(Pose estimation data)

BEGIN

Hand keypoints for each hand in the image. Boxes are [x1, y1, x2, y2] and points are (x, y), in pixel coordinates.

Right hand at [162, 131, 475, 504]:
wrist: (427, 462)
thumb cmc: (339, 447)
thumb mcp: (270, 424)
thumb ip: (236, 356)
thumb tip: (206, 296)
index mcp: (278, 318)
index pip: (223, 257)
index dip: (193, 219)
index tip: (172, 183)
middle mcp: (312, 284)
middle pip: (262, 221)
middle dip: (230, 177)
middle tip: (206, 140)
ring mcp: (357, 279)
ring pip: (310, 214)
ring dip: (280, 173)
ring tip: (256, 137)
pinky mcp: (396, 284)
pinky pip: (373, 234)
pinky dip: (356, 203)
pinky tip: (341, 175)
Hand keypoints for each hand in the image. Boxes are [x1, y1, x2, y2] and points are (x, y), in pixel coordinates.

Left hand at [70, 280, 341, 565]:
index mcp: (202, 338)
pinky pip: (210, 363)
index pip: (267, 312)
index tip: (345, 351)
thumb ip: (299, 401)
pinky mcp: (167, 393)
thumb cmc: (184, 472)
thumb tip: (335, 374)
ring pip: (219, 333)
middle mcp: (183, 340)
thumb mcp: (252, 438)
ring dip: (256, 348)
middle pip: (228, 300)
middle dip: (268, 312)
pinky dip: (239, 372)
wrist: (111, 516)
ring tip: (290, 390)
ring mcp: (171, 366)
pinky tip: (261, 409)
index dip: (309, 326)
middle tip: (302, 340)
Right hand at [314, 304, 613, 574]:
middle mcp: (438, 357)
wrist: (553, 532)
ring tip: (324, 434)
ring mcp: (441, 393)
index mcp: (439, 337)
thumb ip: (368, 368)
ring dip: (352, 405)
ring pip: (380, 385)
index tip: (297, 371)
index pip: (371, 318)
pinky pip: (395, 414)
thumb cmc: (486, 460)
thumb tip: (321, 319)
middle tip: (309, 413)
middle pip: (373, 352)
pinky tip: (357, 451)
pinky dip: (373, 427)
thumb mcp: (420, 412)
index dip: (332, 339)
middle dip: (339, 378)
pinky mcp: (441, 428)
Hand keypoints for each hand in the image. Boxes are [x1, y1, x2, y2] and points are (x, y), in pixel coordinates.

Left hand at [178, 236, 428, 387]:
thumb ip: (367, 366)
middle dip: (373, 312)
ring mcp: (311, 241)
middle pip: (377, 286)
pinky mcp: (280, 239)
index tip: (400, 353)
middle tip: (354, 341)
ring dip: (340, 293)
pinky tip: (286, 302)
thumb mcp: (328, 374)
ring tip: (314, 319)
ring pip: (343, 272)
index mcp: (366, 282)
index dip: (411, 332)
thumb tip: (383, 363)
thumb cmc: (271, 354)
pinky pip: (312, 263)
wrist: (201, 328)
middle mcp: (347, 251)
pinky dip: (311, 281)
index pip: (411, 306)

END
BEGIN

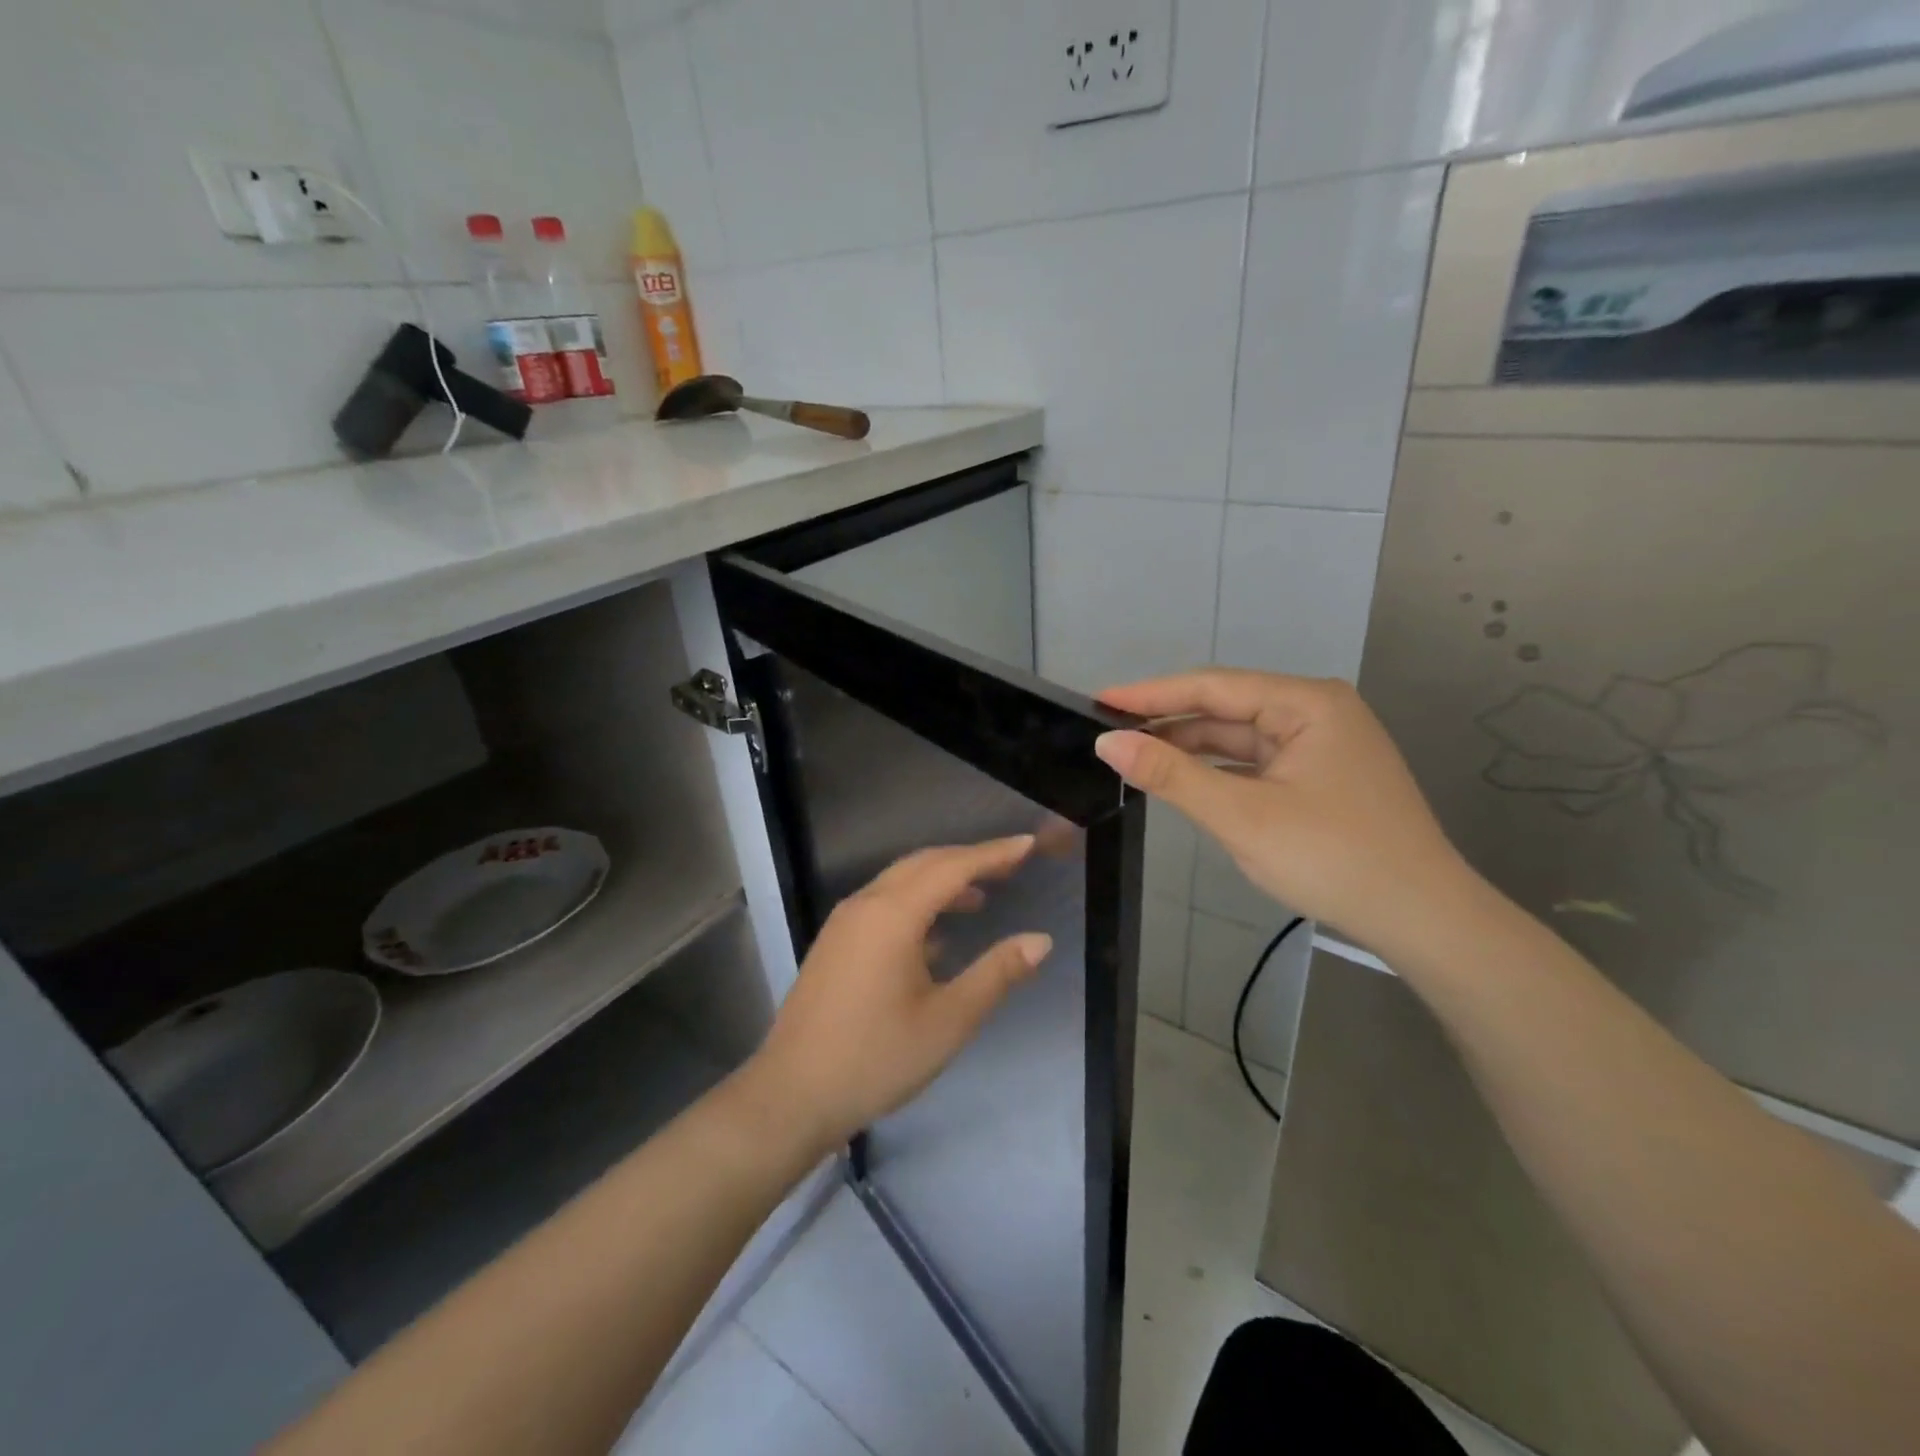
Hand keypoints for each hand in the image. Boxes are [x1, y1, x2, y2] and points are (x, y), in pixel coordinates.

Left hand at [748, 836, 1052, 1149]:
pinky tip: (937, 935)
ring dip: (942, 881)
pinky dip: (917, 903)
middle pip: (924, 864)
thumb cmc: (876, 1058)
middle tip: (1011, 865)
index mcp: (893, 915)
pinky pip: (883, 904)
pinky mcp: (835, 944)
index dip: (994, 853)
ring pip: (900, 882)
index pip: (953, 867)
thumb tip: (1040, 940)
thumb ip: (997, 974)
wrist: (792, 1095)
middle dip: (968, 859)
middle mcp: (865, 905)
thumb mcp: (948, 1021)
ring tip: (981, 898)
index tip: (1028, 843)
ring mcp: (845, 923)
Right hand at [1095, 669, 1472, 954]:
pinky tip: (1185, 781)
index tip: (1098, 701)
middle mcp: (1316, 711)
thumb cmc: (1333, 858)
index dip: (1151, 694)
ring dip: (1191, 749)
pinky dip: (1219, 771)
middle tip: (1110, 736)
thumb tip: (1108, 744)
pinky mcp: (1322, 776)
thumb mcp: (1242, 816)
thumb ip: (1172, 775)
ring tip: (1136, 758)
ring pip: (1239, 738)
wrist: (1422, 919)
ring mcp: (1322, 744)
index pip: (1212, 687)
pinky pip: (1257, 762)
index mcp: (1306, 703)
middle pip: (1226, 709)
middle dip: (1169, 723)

END
BEGIN

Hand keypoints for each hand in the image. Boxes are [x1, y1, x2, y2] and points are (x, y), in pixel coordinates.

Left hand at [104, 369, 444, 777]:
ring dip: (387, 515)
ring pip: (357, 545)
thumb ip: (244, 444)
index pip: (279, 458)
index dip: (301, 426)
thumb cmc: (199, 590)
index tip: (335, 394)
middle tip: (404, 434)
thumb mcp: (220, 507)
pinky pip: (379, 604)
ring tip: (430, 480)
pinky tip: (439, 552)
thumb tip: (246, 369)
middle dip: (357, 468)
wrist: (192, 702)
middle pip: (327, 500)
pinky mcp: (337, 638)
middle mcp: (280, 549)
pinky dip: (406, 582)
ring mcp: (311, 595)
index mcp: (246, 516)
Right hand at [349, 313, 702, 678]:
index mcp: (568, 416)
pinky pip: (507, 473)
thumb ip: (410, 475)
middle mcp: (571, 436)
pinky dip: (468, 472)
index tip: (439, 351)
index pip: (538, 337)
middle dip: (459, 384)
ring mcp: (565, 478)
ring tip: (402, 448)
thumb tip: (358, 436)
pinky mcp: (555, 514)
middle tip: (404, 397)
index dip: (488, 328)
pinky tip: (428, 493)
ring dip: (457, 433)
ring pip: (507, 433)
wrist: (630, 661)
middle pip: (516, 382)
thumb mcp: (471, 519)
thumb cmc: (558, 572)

END

_WORK REQUIRED:_
If a line in the records contains the word "Left", copy it.

_OUTPUT FOR THIS TASK:_
Left hand at [70, 280, 341, 565]:
Left hand at [178, 236, 428, 387]:
Left hand at [748, 836, 1052, 1149]:
Left hand at [104, 369, 444, 777]:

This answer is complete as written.